Se ci vuole una rara virginea visionarietà per tracciare un progetto capace di interrompere il declino spirituale abbozzato in queste considerazioni, osservare cosa comporta proseguire secondo le logiche dell’attuale politica, è cosa più accessibile a molti. Se ne potrebbero scrivere volumi. Probabilmente se ne sono scritti. E se ne scriveranno. Basterebbe una loro pagina, una loro briciola per evocare l’impressionante esigenza di fermare la folle corsa. Ma sarebbe un’evocazione raccolta da pochi, da quelli che alla maggioranza piace chiamare apoti.

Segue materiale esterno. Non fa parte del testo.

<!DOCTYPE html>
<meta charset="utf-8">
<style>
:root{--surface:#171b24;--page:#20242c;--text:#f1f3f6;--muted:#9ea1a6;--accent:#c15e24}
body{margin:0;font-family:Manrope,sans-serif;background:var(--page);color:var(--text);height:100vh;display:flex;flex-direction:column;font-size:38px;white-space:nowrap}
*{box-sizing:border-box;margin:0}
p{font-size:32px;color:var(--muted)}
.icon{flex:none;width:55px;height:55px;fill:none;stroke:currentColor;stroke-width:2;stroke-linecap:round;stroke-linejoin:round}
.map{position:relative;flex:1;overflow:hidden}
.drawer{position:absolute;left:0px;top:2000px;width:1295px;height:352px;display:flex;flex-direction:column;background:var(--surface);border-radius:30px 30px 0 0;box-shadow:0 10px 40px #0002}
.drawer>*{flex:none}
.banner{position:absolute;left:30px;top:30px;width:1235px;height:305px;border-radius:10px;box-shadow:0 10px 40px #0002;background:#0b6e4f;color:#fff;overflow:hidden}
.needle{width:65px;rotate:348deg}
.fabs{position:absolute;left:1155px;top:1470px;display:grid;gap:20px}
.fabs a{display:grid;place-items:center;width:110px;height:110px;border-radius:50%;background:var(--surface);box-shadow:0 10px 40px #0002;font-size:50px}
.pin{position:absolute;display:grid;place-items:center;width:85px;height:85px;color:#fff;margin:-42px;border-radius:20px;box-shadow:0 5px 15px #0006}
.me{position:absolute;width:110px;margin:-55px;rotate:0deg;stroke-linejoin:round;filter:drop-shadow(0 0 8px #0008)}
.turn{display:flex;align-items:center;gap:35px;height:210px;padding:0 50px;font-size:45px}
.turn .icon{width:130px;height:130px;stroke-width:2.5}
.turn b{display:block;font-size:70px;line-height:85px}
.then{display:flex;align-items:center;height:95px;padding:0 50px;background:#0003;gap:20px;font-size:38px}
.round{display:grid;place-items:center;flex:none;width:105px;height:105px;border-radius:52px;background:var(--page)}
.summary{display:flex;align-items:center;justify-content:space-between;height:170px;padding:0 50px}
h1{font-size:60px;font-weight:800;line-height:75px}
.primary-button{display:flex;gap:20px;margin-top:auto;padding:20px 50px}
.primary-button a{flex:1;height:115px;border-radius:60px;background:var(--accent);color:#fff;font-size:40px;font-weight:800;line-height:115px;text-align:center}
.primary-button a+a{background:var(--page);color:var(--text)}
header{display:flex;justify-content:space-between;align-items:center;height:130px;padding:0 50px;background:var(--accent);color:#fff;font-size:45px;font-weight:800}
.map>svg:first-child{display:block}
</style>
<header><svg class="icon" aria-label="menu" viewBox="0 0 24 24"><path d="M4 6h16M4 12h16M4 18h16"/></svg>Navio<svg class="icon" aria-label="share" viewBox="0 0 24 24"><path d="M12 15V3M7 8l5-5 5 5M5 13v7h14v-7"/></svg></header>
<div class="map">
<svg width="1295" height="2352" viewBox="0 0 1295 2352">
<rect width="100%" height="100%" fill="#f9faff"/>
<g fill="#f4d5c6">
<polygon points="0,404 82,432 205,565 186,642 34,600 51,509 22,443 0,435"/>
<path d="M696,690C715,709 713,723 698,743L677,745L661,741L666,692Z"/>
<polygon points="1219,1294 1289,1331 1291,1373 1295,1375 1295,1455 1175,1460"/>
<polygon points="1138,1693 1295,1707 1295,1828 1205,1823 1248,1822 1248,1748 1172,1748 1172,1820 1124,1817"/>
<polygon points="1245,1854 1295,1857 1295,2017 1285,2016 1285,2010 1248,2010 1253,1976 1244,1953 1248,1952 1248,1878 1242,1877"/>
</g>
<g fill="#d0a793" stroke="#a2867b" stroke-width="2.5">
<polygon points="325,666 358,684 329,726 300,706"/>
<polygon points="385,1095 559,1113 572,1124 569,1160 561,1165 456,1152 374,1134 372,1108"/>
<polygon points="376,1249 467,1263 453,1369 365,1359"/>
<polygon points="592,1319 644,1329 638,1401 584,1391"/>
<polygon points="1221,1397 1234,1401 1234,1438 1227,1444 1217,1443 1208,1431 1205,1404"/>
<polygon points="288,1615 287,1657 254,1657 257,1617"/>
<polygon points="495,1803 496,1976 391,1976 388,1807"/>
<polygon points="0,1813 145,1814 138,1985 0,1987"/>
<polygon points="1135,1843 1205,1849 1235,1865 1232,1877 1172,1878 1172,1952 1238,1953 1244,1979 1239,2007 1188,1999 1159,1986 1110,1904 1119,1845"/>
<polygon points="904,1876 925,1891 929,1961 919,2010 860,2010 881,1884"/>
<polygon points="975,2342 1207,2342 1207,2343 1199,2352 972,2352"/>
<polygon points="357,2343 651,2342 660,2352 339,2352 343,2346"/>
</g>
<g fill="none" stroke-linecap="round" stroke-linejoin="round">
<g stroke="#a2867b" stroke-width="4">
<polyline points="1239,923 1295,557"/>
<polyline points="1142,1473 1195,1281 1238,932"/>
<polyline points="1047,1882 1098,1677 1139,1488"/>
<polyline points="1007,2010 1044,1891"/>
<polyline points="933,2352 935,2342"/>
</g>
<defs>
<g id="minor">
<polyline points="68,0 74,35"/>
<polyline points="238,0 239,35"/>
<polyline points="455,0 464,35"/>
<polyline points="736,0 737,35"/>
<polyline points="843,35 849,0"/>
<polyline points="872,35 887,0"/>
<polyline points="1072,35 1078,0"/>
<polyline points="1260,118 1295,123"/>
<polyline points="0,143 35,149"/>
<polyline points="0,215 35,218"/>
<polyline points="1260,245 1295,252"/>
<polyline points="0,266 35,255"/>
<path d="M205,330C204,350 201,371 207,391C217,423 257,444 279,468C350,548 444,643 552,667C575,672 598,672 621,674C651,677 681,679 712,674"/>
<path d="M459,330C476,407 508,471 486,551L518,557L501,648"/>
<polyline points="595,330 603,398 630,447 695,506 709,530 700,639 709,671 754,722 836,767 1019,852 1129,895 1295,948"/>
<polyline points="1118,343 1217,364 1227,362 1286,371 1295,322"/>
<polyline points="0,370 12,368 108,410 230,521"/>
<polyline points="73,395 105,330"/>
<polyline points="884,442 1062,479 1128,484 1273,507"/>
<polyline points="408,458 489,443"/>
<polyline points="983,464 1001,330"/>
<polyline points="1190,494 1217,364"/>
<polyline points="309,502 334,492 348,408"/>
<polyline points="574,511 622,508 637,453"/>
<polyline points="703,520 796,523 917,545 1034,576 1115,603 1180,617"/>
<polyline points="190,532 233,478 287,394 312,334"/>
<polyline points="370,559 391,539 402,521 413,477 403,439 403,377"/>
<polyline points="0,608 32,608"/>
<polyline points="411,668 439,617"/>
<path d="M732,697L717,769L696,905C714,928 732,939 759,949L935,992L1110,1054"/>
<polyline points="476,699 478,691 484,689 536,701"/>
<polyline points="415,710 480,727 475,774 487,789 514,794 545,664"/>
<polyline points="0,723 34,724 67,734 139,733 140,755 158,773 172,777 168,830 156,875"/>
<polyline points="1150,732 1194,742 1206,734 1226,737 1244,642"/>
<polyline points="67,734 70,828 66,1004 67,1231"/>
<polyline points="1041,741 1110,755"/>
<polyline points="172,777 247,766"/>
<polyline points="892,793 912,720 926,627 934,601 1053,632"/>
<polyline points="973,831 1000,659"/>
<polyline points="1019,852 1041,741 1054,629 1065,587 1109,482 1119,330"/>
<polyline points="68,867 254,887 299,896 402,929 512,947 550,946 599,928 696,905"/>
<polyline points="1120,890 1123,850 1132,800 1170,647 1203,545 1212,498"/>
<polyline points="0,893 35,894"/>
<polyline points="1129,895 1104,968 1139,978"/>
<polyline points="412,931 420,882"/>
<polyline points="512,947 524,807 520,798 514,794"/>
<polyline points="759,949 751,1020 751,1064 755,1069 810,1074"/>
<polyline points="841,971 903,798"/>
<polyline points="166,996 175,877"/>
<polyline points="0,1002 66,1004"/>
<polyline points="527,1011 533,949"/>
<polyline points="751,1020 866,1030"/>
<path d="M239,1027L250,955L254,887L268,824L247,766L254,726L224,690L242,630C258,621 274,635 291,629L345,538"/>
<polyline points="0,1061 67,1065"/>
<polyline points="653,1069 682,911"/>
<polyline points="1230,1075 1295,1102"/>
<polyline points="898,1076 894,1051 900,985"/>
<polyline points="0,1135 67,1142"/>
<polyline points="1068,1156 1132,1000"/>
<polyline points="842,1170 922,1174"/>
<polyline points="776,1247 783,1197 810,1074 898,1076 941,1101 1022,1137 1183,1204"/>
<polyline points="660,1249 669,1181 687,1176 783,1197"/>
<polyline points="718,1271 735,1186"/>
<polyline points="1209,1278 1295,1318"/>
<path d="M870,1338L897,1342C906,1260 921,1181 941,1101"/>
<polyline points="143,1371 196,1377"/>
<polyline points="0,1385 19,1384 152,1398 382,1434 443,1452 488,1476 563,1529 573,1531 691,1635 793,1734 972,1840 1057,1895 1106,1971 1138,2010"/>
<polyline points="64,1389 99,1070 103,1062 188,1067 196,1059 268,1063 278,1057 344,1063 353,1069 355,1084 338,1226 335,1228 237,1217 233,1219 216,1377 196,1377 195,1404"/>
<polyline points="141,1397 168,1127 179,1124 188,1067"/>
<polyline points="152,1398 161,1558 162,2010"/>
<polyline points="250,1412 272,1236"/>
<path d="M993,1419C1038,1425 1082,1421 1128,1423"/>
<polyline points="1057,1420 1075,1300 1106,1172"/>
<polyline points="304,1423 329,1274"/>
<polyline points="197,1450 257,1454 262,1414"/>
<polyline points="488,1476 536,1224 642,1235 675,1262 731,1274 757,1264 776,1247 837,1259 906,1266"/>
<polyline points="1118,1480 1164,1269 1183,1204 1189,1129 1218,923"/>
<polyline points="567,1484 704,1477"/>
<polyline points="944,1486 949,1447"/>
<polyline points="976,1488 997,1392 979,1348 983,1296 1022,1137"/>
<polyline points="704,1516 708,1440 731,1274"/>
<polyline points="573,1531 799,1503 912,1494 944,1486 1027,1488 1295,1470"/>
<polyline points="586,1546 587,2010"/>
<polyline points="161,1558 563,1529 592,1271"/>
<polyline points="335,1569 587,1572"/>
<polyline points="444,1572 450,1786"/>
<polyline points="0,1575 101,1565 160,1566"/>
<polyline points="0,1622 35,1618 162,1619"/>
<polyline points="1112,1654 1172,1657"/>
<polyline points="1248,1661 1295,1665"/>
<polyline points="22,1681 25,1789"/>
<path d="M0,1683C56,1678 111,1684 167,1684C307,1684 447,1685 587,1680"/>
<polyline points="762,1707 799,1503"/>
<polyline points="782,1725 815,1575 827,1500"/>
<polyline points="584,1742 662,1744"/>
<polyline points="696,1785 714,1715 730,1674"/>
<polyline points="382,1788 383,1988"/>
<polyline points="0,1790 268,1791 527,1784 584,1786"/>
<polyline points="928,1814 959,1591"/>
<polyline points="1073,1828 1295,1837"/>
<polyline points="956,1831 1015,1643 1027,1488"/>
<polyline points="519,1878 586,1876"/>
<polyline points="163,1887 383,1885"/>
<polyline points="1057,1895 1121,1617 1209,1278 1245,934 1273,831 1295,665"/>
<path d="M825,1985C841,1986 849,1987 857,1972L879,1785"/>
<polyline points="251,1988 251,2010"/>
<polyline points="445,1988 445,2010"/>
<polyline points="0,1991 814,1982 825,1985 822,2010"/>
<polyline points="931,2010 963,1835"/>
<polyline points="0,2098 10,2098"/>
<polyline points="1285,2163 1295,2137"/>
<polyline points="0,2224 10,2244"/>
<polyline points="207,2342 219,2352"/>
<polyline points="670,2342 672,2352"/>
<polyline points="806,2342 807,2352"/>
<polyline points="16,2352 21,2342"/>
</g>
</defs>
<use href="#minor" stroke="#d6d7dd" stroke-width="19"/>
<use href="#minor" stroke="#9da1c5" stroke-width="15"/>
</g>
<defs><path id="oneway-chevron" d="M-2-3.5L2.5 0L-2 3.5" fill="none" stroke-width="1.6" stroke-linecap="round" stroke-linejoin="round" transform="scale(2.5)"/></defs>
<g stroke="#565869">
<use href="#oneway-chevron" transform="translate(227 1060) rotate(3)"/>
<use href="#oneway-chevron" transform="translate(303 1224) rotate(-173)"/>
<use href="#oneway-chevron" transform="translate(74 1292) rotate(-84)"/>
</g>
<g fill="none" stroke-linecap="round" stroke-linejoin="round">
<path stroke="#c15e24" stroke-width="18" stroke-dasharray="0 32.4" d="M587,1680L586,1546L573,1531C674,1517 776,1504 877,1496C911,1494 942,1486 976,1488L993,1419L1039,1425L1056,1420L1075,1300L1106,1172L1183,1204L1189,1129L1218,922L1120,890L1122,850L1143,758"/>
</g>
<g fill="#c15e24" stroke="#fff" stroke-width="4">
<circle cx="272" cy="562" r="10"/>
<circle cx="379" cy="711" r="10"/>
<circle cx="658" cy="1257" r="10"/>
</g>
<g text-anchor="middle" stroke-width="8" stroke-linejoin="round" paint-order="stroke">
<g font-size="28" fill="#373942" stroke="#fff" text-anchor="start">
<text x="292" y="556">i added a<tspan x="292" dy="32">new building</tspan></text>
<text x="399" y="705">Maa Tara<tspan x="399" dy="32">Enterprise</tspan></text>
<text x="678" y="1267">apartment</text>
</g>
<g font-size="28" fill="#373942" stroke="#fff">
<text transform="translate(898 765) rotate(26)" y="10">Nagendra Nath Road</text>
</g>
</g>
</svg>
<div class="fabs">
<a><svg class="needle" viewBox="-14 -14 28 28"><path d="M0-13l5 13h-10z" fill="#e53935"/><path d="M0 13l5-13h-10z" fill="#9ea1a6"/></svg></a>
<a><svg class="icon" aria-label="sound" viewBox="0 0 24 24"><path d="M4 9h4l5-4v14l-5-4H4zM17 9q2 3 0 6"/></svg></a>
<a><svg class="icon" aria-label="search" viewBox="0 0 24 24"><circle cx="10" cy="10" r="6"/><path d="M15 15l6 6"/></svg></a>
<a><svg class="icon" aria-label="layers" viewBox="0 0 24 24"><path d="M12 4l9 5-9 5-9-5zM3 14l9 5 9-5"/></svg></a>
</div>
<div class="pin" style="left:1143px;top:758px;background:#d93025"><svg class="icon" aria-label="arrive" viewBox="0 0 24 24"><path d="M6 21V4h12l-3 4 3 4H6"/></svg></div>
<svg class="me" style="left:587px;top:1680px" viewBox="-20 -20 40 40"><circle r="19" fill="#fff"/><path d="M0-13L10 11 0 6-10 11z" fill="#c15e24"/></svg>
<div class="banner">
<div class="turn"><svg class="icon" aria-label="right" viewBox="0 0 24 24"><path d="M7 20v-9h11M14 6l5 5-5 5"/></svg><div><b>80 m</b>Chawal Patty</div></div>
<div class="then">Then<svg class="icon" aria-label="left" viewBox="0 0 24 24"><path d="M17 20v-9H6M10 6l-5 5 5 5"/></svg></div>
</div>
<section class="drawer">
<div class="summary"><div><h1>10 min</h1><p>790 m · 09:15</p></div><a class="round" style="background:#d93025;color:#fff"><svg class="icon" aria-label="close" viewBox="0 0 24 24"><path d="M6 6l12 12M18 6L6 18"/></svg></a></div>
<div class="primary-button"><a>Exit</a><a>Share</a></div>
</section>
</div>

Se ne può scrivere, allora, anche qualche riga, almeno come pianto e invocazione.

Privati di identità sociale e individuale, come la politica globalista richiede, non solo siamo perduti, non solo siamo volatilmente disponibili a quella della maggioranza, dell’occasione e della moda, ma diveniamo definitivamente incapaci di evolvere, di divenire individui compiuti, il cui destino è nel sentire la dignità che ci viene data e quella che necessariamente daremo, nel riconoscere la natura come madre e maestra, come fonte e dimora, come essere e non più come oggetto. O nessuna storia potrà essere diversa da quella di un incantesimo. Il cui principio è di essere mossi da entità a noi aliene.

Forse vivo o vengo da un altro mondo. Davanti a queste considerazioni, il meglio che mi sono sentito dire è di essere disadattato, che non mi occupo di realtà, che devo dimostrare ciò che esprimo, che devo studiare. Erano le voci della maggioranza, quelle lontane dal mondo. Dentro l’incantesimo.